Gilbert Stuart, Public domain, via Wikimedia Commons

Happy Easter! At America’s inception, though no state religion was established, many of the Founders thought of America as a Christian nation. And, of course, the celebration of Christ’s Resurrection is at the center of Christians’ faith.

The Founding Fathers belonged to many different Christian denominations and churches, from Episcopalian to Catholic to Unitarian to Congregationalist, but they agreed that Biblical principles and morals needed to be the foundation of our nation. And one cannot have Christianity without Christ’s Resurrection and the hope of our own resurrection.

The following prayer was found in the journal of George Washington, the commander of the Revolutionary Army, the first U.S. president, and the “Father of his country”:

Oh, eternal and everlasting God, direct my thoughts, words and work. Wash away my sins in the immaculate blood of the Lamb and purge my heart by thy Holy Spirit. Daily, frame me more and more in the likeness of thy son, Jesus Christ, that living in thy fear, and dying in thy favor, I may in thy appointed time obtain the resurrection of the justified unto eternal life. Bless, O Lord, the whole race of mankind and let the world be filled with the knowledge of thee and thy son, Jesus Christ.

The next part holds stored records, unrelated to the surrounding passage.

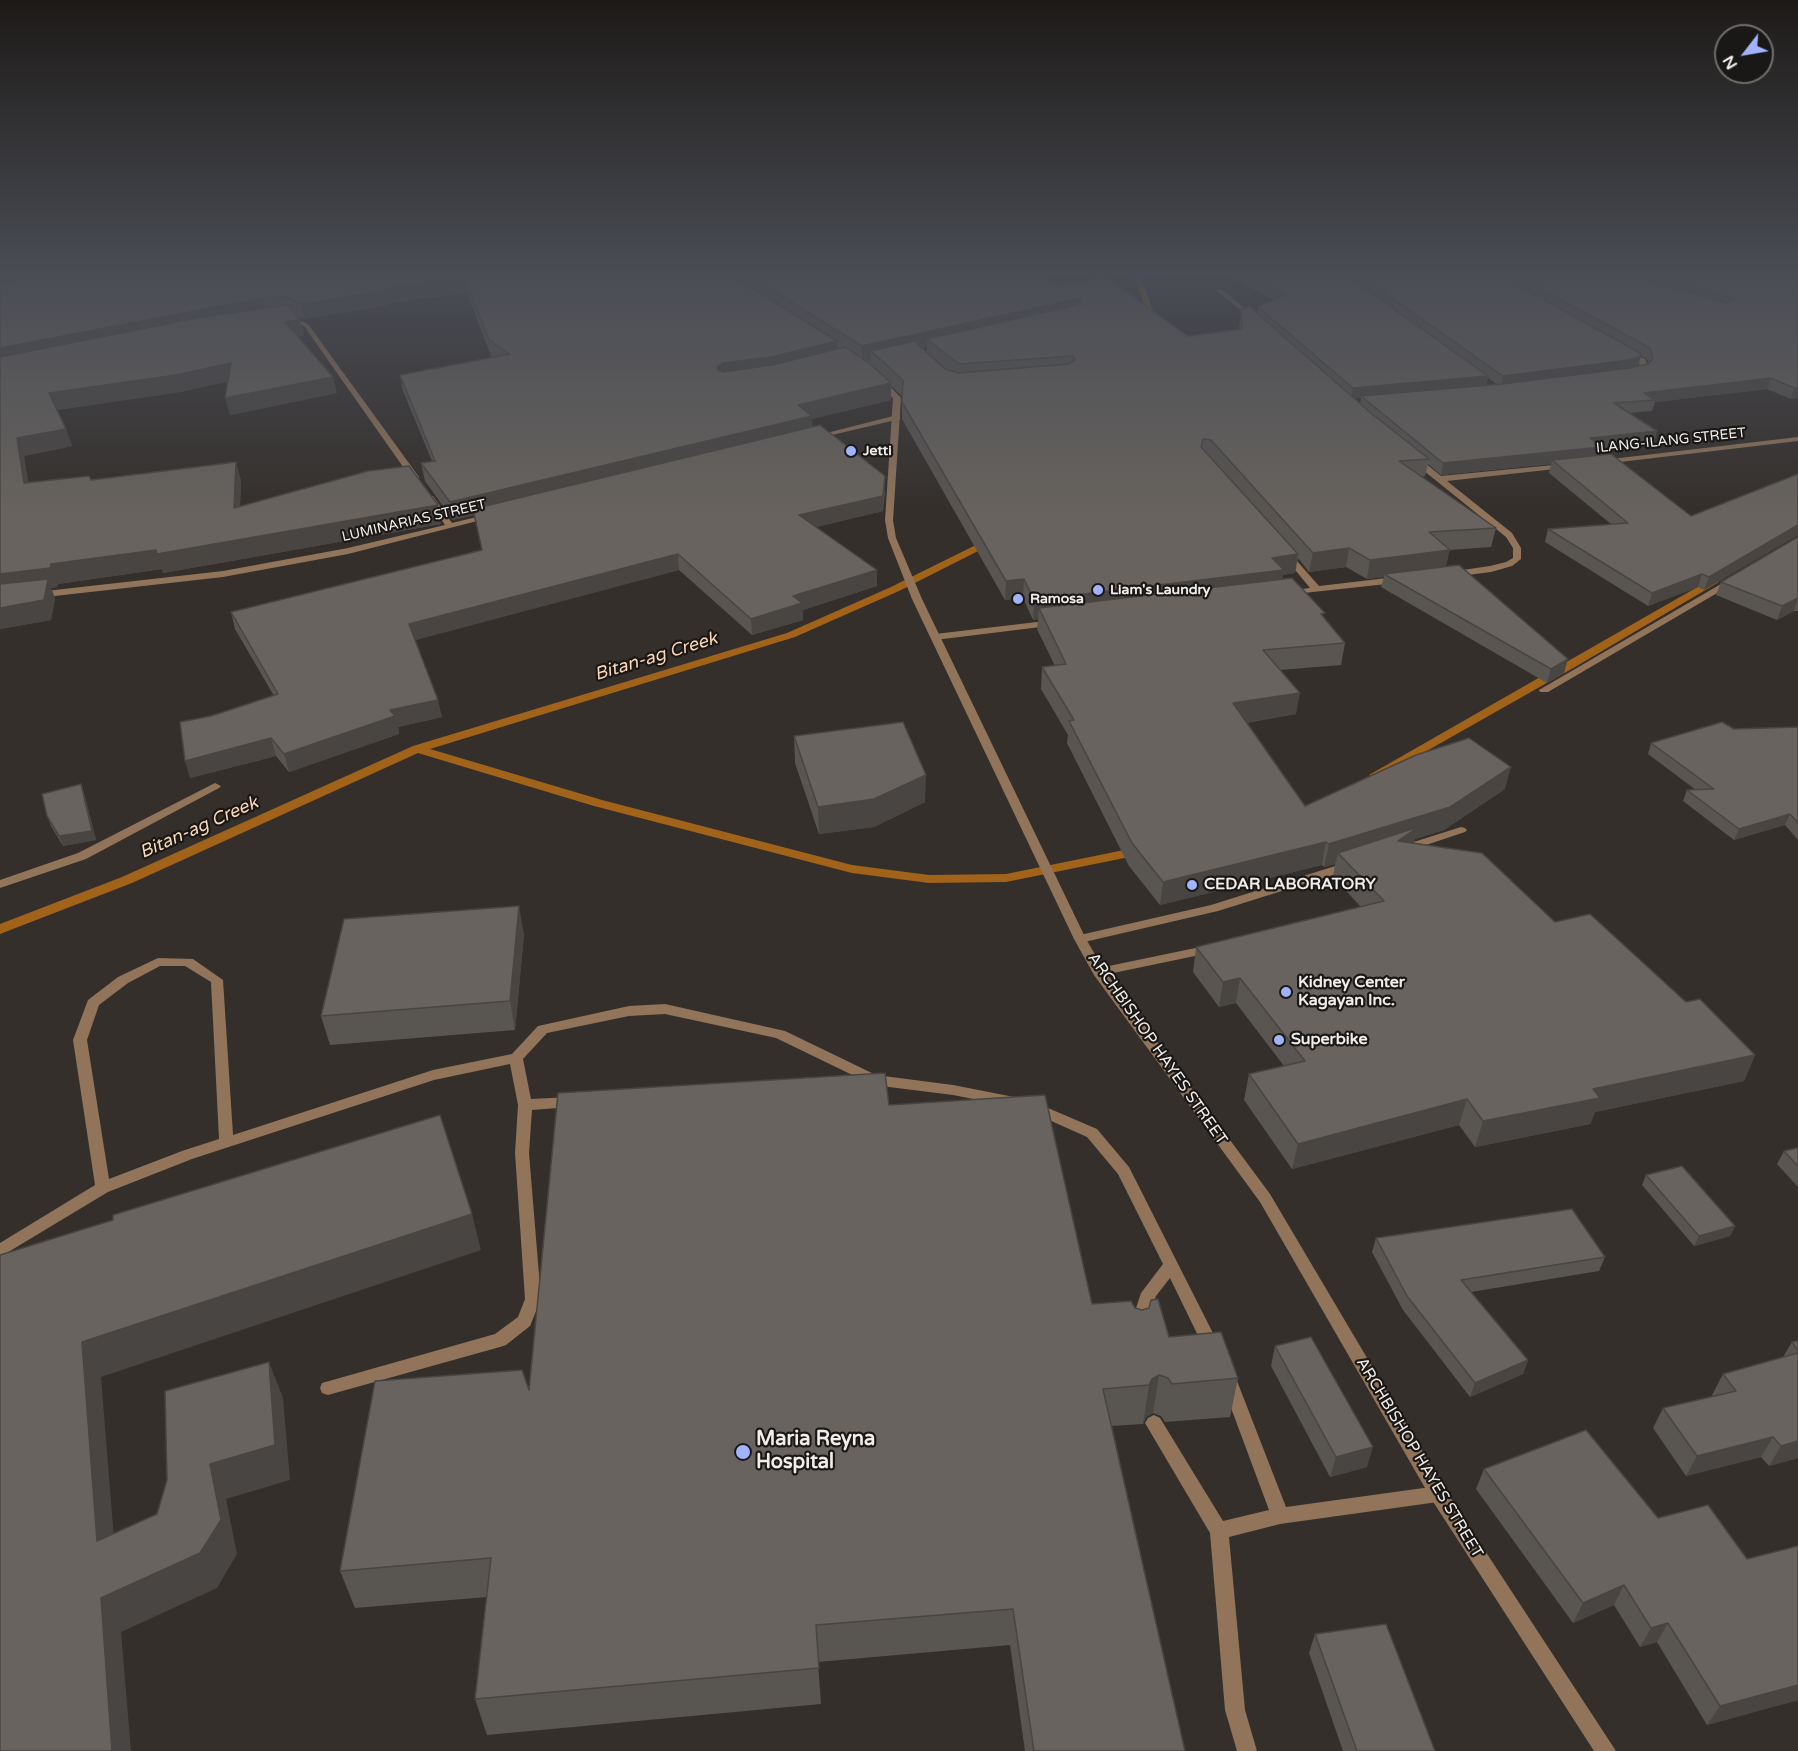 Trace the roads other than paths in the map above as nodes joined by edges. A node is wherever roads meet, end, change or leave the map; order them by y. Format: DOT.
graph roads {
  1 [pos="327,355"];
  2 [pos="1631,355"];
  3 [pos="1627,375"];
  4 [pos="875,377"];
  5 [pos="897,417"];
  6 [pos="806,439"];
  7 [pos="1798,439"];
  8 [pos="1407,453"];
  9 [pos="1592,463"];
  10 [pos="1569,466"];
  11 [pos="1440,479"];
  12 [pos="496,515"];
  13 [pos="450,526"];
  14 [pos="1281,549"];
  15 [pos="1445,575"];
  16 [pos="1740,576"];
  17 [pos="1410,579"];
  18 [pos="1317,590"];
  19 [pos="1282,594"];
  20 [pos="23,597"];
  21 [pos="1062,621"];
  22 [pos="935,637"];
  23 [pos="1544,690"];
  24 [pos="215,786"];
  25 [pos="1461,830"];
  26 [pos="1396,851"];
  27 [pos="1363,862"];
  28 [pos="0,884"];
  29 [pos="1080,939"];
  30 [pos="1223,947"];
  31 [pos="1100,972"];
  32 [pos="516,1058"];
  33 [pos="873,1080"];
  34 [pos="838,1083"];
  35 [pos="583,1101"];
  36 [pos="525,1105"];
  37 [pos="226,1142"];
  38 [pos="103,1188"];
  39 [pos="0,1251"];
  40 [pos="1171,1265"];
  41 [pos="1136,1339"];
  42 [pos="328,1388"];
  43 [pos="1154,1423"];
  44 [pos="1438,1494"];
  45 [pos="1280,1516"];
  46 [pos="1219,1531"];
  47 [pos="1246,1751"];
  48 [pos="1606,1751"];
  1 -- 13 [label="street"];
  2 -- 3 [label="street"];
  4 -- 5 [label="street, ARCHBISHOP HAYES STREET"];
  5 -- 6 [label="street"];
  5 -- 22 [label="street, ARCHBISHOP HAYES STREET"];
  7 -- 9 [label="street, ILANG-ILANG STREET"];
  8 -- 11 [label="street"];
  10 -- 11 [label="street"];
  11 -- 15 [label="street"];
  12 -- 13 [label="street, LUMINARIAS STREET"];
  13 -- 20 [label="street, LUMINARIAS STREET"];
  14 -- 18 [label="street"];
  16 -- 23 [label="street"];
  17 -- 18 [label="street"];
  18 -- 19 [label="street"];
  21 -- 22 [label="street"];
  22 -- 29 [label="street, ARCHBISHOP HAYES STREET"];
  24 -- 28 [label="street"];
  25 -- 26 [label="street"];
  27 -- 29 [label="street"];
  29 -- 31 [label="street, ARCHBISHOP HAYES STREET"];
  30 -- 31 [label="street"];
  31 -- 44 [label="street, ARCHBISHOP HAYES STREET"];
  32 -- 33 [label="street"];
  32 -- 36 [label="street"];
  32 -- 37 [label="street"];
  33 -- 34 [label="street"];
  33 -- 40 [label="street"];
  35 -- 36 [label="street"];
  36 -- 42 [label="street"];
  37 -- 38 [label="street"];
  37 -- 38 [label="street"];
  38 -- 39 [label="street"];
  40 -- 41 [label="street"];
  40 -- 45 [label="street"];
  43 -- 46 [label="street"];
  44 -- 45 [label="street"];
  44 -- 48 [label="street, ARCHBISHOP HAYES STREET"];
  45 -- 46 [label="street"];
  46 -- 47 [label="street"];
}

It is a beautiful prayer, one which all of us could join in saying, expressing our faith and asking for mercy just as Washington did hundreds of years ago.

Furthermore, the Bible verse (John 11:25-26) inscribed in Washington’s tomb, over the sarcophagi of George and Martha, is Christ’s promise of eternal life and the first president’s affirmation of his belief in the Resurrection: “I am the resurrection, and the life: he that believeth in me, though he were dead, yet shall he live: And whosoever liveth and believeth in me shall never die.”

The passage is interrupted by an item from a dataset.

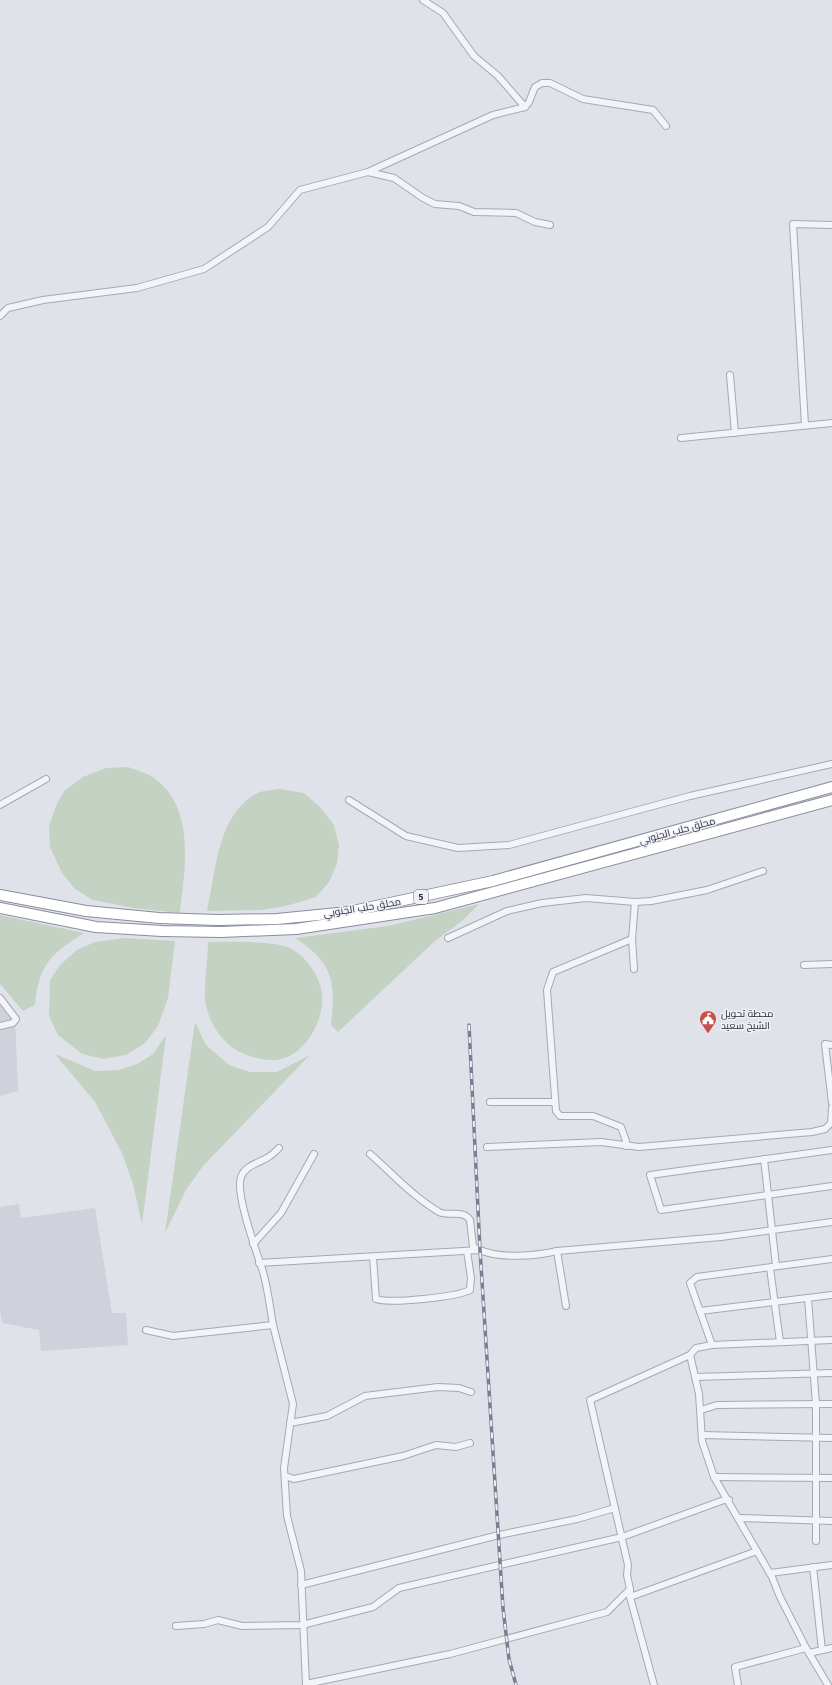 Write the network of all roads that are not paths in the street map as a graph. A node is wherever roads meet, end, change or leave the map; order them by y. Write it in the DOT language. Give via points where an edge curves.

Signer of the Declaration of Independence and the U.S. Constitution Benjamin Franklin once composed an epitaph for himself, many years before his death, that refers to the resurrection of the body. As Christ once rose, so all those who believe in Him will rise too at the last day (Jn. 5:28-29, 1 Cor. 15:52). The epitaph is a little satirical, like so much of Franklin’s work, but also expresses his belief in life after death by comparing God to an author and himself to a book:

The Body of

B. Franklin,

Printer;

Like the Cover of an old Book,

Its Contents torn out,

And stript of its Lettering and Gilding,

Lies here, Food for Worms.

But the Work shall not be wholly lost:

For it will, as he believ’d, appear once more,

In a new & more perfect Edition,

Corrected and amended 

By the Author.

Finally, the following quote about Jesus’s Resurrection is attributed to Benjamin Rush, a signer of the Declaration of Independence, a delegate to the Continental Congress, and surgeon general to the Revolutionary Army:

He forgave the crime of murder on His cross; and after His resurrection, He commanded His disciples to preach the gospel of forgiveness, first at Jerusalem, where He well knew His murderers still resided. These striking facts are recorded for our imitation and seem intended to show that the Son of God died, not only to reconcile God to man but to reconcile men to each other.

Like the Founders, let us take this Easter Sunday to meditate on the Resurrection of Jesus Christ and how we, too, if we are faithful, can one day rise again to eternal life.